Debí haberme imaginado que los sueños de zombis estaban anunciando la inundación de mi casa. Pero no lo hice. De modo que grande y amarga fue mi sorpresa, cuando a mitad de la noche, me levanté para servirme un tazón de sopa de tomates, como hago todos los martes de madrugada, y me encontré a mi gata, tratando treparse al mueble del comedor, parcialmente sumergida en un río de agua terrosa que provenía del terreno del fondo. En ese momento lamenté profundamente haber desmantelado la bomba de agua que almacenaba para ese fin, y empleado algunas de sus piezas en la inútil taza de café que decía "buenos días" y que ahora me miraba con aire socarrón desde la mesada de la cocina.
A la mañana siguiente, la melancolía me invadía por completo. Apenas sirvió para despejarme, la llamada que recibí en el momento que terminaba de sacar los esqueletos de bagre que aún permanecían desparramados por el piso. Era Gerbett, diciendo que finalmente se estaba acercando a la fórmula para la cura definitiva del mal aliento. Así que me puse mi mejor deportivo de Peñarol, mi camisa floreada y mis mocasines blancos (que por fortuna y milagro habían sorteado las aguas ennegrecidas) y salí a toda prisa para su casa.
Al llegar, me encontré con su casa vacía.
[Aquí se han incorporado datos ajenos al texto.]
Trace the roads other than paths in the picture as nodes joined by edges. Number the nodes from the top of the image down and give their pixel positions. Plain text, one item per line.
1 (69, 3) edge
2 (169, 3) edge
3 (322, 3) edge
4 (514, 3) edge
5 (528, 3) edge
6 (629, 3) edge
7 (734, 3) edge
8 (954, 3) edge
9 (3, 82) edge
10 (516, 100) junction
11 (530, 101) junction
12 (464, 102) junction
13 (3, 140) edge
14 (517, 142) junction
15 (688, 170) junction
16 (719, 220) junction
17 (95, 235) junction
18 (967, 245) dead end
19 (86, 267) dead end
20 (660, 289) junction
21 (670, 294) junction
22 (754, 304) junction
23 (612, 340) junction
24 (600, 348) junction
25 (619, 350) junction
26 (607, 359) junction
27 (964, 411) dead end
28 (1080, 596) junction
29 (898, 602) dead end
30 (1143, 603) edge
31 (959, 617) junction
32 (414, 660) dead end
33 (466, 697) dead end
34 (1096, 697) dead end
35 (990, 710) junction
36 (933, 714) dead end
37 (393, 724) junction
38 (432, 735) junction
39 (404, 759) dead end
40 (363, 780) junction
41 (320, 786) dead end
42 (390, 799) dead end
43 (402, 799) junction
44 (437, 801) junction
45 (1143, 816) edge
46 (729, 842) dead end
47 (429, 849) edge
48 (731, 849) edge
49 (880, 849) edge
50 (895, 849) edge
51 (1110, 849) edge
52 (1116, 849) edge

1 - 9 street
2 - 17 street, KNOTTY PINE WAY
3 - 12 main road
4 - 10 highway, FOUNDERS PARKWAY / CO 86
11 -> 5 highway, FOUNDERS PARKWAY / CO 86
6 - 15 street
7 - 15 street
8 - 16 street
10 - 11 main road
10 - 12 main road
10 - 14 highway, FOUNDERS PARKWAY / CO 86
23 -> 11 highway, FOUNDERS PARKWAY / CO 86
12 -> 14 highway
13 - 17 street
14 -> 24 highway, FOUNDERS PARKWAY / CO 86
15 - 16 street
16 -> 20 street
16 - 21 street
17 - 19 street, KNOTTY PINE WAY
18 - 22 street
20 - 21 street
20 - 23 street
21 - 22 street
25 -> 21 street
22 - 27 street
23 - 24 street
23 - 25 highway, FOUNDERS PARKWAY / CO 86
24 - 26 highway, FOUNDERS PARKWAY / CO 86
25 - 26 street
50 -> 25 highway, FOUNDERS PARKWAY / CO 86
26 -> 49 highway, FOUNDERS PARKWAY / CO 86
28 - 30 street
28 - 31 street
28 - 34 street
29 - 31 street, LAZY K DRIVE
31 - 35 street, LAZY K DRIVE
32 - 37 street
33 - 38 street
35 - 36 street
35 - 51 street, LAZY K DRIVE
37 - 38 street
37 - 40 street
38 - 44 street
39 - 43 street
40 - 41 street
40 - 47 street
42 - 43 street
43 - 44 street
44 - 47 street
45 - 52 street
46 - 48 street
Gerbett no estaba, no atendía mis llamados y ni pista de él había por ningún rincón de la casa, y eso que lo busqué por todos lados, en el baño, en la azotea e incluso bajo los almohadones de cuero rojo capitoneado, donde más de una vez lo había encontrado, escondido de sus propias ideas paranoides. De modo que me serví un buen vaso de Monkey Shoulder y terminándolo de un trago, me volví a pie a mi casa. Al llegar volvió a sonar el teléfono, era mi amigo. -- Dónde estás? Te busqué por todas partes, pedazo de imbécil.
- Por todas partes no. Te olvidaste de buscar dentro del ropero de mi cuarto.